Monday, November 08, 2010

Reflection on the run up to the war on Iraq

David Michael Green points out the most basic of logical questions that should have convinced every thinking person that there was NO WMDs in Iraq in March 2003, and that our politicians were LYING:

Why Iraq, if it had nothing to do with 9/11? Why Iraq if several dozen other countries in the world also had WMD? Why Iraq if it was neither attacking the US nor threatening to do so, nor molesting its neighbors? Why the unrelenting urgency to invade, especially since the weapons inspectors were asking for only another month or two to determine whether the country had WMD? 

Why, since they were assuring us beyond all doubt that Saddam did possess such weapons, didn’t the Bush administration tell the inspectors where to find the WMD? [My personal favorite.  I often asked this one.  I knew when the US troops invaded that they would not find any WMDs in Iraq.]

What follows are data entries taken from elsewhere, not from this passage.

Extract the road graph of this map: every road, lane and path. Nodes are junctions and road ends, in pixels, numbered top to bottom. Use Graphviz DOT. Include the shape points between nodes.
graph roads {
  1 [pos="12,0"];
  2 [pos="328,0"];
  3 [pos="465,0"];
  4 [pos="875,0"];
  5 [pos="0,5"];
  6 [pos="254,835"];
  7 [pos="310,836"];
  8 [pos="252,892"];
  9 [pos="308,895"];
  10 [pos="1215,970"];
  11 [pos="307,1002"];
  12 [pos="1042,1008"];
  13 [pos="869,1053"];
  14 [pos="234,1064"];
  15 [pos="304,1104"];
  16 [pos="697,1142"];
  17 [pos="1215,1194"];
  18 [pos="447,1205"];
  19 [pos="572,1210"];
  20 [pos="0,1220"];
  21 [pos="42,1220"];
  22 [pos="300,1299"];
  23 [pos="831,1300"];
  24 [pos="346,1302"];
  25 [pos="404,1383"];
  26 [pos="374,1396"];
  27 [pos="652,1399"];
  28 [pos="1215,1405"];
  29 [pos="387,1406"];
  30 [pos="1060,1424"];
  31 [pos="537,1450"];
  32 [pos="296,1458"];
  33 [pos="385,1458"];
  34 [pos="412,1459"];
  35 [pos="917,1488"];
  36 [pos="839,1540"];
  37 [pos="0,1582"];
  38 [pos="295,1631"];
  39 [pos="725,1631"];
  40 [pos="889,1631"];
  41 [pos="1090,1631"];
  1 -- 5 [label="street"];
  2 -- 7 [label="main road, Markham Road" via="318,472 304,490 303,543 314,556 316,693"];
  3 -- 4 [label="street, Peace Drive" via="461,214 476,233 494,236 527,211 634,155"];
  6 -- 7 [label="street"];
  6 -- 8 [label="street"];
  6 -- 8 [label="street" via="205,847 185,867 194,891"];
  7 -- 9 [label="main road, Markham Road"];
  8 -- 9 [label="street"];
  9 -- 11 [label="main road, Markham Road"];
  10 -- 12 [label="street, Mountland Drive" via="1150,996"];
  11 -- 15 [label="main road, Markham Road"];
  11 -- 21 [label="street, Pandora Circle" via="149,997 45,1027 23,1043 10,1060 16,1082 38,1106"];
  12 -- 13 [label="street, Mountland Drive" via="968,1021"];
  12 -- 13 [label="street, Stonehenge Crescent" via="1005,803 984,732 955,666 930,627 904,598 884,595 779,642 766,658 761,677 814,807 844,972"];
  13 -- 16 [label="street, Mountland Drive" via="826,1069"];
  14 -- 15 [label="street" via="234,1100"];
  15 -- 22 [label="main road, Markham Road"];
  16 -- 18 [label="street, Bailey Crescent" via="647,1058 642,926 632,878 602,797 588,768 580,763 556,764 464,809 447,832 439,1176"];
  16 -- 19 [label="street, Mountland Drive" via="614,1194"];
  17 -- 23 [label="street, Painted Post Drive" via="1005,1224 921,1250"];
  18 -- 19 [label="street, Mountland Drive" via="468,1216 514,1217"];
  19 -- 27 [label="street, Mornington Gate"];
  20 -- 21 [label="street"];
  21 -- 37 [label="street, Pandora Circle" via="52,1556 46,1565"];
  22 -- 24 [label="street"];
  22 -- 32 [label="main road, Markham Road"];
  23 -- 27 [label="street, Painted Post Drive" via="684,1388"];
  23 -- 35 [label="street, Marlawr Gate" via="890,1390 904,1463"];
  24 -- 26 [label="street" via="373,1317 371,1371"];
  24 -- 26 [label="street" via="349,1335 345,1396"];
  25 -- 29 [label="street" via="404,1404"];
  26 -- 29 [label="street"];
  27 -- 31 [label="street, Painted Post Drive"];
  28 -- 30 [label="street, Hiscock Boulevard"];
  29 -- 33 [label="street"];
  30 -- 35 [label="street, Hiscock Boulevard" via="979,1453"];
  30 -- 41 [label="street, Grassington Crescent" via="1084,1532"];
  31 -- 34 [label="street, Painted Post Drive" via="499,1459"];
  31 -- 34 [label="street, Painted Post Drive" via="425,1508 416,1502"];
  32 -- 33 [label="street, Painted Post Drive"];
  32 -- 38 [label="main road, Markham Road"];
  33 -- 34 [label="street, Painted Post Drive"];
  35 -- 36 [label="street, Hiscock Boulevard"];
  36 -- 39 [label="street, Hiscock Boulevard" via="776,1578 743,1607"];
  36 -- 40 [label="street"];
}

Why wouldn’t the deterrence doctrine of mutually assured destruction, which had worked for four decades against the Soviet Union, not also prevent puny Iraq from committing suicide by attacking the US? And, if Iraq surely had WMD and was anxious to use them against America, what was sure to be the outcome if the US attacked the regime, with the stated purpose of liquidating it entirely? What could be the only possible outcome of backing a WMD-possessing “madman” against the wall, with nothing left for him to lose?

Any one of these questions of basic logic alone individually called the premise of the invasion deeply into question, without the necessity of Joe Sixpack possessing classified national security estimates on the WMD threat. Together, all of them made the case for going to war against Iraq an obvious and massively overdetermined lie.

All the above from this article.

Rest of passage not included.